Saved entries
++++++

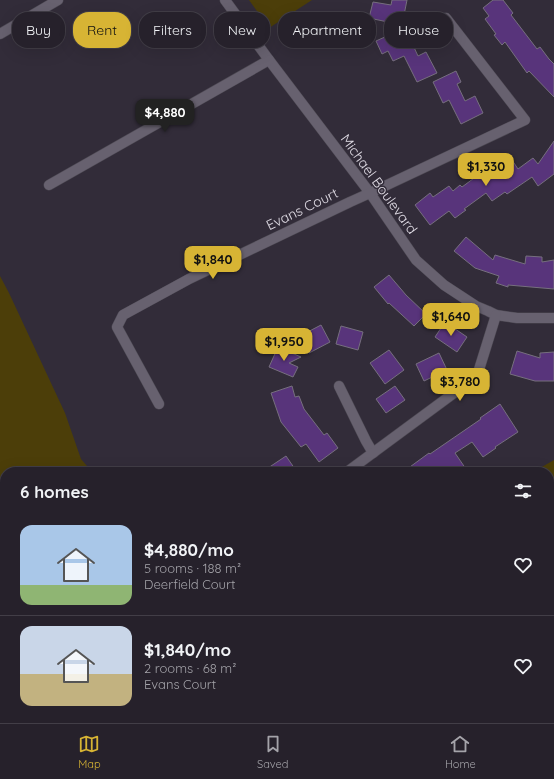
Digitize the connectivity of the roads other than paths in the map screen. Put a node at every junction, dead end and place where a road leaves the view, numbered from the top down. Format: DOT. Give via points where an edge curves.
graph roads {
  1 [pos="58,0"];
  2 [pos="225,0"];
  3 [pos="453,27"];
  4 [pos="0,34"];
  5 [pos="269,60"];
  6 [pos="49,185"];
  7 [pos="370,193"];
  8 [pos="496,315"];
  9 [pos="554,318"];
  10 [pos="339,386"];
  11 [pos="159,404"];
  12 [pos="373,453"];
  13 [pos="354,467"];
  1 -- 4 [label="street"];
  2 -- 5 [label="street, Michael Boulevard"];
  3 -- 7 [label="street" via="525,120"];
  5 -- 6 [label="street"];
  5 -- 7 [label="street, Michael Boulevard"];
  7 -- 8 [label="street, Michael Boulevard" via="416,260 444,285 476,306"];
  7 -- 11 [label="street, Evans Court" via="189,279 123,315 117,327"];
  8 -- 9 [label="street, Michael Boulevard"];
  8 -- 12 [label="street" via="477,376"];
  10 -- 12 [label="street"];
  12 -- 13 [label="street"];
}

++++++

> **Task prompt**: The entries above need to be repeated word for word, minus their pictures.

> **Output of the task**:
Digitize the connectivity of the roads other than paths in the map screen. Put a node at every junction, dead end and place where a road leaves the view, numbered from the top down. Format: DOT. Give via points where an edge curves.
graph roads {
  1 [pos="58,0"];
  2 [pos="225,0"];
  3 [pos="453,27"];
  4 [pos="0,34"];
  5 [pos="269,60"];
  6 [pos="49,185"];
  7 [pos="370,193"];
  8 [pos="496,315"];
  9 [pos="554,318"];
  10 [pos="339,386"];
  11 [pos="159,404"];
  12 [pos="373,453"];
  13 [pos="354,467"];
  1 -- 4 [label="street"];
  2 -- 5 [label="street, Michael Boulevard"];
  3 -- 7 [label="street" via="525,120"];
  5 -- 6 [label="street"];
  5 -- 7 [label="street, Michael Boulevard"];
  7 -- 8 [label="street, Michael Boulevard" via="416,260 444,285 476,306"];
  7 -- 11 [label="street, Evans Court" via="189,279 123,315 117,327"];
  8 -- 9 [label="street, Michael Boulevard"];
  8 -- 12 [label="street" via="477,376"];
  10 -- 12 [label="street"];
  12 -- 13 [label="street"];
}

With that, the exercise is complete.